- _Records for the task_
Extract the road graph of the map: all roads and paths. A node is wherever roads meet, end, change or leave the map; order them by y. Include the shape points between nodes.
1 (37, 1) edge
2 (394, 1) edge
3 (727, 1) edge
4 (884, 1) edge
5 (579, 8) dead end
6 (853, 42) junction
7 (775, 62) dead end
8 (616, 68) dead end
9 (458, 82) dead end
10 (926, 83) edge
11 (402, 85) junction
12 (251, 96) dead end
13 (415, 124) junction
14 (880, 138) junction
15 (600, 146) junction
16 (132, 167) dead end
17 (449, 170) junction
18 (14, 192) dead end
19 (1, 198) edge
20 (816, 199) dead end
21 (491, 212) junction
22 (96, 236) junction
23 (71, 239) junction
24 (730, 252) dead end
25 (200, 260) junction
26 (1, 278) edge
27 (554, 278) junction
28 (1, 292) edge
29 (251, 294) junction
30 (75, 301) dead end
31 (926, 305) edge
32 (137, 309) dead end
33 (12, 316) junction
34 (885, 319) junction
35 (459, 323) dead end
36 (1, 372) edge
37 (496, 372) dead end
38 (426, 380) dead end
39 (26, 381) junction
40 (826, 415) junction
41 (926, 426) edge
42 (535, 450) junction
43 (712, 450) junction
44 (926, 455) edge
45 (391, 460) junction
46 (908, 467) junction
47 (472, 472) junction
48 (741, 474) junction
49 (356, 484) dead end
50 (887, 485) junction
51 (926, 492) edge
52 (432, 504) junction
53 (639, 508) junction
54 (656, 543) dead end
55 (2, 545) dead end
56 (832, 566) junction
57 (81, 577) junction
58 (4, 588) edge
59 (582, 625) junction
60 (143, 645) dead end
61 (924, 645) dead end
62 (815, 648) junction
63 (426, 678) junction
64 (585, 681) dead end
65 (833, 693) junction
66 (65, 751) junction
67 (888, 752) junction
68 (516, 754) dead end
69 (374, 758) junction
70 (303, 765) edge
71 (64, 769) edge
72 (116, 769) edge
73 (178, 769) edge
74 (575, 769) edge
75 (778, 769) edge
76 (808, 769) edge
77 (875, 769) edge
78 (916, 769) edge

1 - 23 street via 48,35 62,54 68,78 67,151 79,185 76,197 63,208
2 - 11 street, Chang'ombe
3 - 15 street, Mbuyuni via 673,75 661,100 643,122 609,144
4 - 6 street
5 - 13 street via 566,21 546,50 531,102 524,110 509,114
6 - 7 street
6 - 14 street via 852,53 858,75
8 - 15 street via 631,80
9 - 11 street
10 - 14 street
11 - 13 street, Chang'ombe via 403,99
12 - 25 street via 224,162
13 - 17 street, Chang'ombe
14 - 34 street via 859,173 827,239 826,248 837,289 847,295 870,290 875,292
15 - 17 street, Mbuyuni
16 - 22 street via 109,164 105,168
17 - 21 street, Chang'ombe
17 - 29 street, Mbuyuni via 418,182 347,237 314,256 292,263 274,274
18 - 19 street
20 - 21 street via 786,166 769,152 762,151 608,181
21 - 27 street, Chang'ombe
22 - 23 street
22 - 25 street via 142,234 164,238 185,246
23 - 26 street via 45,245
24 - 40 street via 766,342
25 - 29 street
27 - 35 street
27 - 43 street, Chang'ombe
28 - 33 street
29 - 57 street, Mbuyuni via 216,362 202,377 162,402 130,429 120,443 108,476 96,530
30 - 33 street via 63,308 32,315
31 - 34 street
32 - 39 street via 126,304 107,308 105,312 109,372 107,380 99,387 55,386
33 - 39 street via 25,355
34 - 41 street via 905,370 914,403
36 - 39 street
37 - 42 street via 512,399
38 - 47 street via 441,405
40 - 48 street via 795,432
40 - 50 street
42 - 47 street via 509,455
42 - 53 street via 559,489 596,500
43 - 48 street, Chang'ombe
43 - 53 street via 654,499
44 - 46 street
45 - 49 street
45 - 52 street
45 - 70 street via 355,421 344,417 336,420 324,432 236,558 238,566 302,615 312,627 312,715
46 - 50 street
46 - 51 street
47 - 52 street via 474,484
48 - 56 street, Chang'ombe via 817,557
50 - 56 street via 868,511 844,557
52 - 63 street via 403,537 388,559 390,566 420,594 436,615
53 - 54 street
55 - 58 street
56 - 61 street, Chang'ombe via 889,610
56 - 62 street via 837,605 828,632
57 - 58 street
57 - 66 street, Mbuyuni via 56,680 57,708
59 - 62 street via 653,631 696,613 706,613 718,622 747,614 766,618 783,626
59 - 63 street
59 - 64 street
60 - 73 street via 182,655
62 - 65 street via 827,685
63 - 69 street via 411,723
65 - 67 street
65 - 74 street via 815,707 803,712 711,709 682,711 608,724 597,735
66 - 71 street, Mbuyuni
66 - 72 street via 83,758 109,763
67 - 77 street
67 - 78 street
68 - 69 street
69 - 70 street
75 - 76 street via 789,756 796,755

- _Work to be completed_
Where does the string "ombe" appear in the records above? Show every line that holds it.

- _Answer section_
2 - 11 street, Chang'ombe
11 - 13 street, Chang'ombe via 403,99
13 - 17 street, Chang'ombe
17 - 21 street, Chang'ombe
21 - 27 street, Chang'ombe
27 - 43 street, Chang'ombe
43 - 48 street, Chang'ombe
48 - 56 street, Chang'ombe via 817,557
56 - 61 street, Chang'ombe via 889,610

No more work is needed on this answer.